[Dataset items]
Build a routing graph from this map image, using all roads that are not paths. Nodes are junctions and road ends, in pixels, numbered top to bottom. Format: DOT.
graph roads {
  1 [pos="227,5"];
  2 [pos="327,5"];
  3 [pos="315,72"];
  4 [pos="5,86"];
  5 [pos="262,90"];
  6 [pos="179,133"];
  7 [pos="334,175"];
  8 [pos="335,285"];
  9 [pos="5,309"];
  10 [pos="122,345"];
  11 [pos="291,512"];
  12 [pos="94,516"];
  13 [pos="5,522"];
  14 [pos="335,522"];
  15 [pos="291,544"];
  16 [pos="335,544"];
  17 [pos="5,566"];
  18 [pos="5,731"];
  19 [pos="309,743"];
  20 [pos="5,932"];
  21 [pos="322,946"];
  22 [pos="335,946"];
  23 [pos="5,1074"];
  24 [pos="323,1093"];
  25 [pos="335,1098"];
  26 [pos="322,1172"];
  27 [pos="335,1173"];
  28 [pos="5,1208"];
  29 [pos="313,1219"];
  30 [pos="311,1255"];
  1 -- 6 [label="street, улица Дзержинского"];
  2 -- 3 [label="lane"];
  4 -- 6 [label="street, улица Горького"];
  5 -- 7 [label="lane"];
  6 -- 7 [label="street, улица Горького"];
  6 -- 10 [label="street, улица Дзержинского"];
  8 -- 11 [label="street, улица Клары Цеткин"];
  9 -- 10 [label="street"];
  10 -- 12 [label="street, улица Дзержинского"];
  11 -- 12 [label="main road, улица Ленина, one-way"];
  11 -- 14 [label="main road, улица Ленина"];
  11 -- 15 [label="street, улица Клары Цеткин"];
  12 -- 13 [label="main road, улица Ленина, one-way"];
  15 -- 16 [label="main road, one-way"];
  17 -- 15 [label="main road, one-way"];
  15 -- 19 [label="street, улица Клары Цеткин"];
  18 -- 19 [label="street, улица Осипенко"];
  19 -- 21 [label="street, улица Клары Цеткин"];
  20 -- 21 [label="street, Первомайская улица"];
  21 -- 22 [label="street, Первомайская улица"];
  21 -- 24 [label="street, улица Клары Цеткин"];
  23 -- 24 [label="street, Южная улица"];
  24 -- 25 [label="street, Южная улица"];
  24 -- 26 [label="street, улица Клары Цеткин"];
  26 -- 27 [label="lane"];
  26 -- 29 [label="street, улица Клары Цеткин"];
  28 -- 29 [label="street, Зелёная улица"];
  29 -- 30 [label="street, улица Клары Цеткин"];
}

_Problem to work on:_ For the word "Южная", count how many lines of the entries contain it; give the number and nothing more.

_Output below:_ 2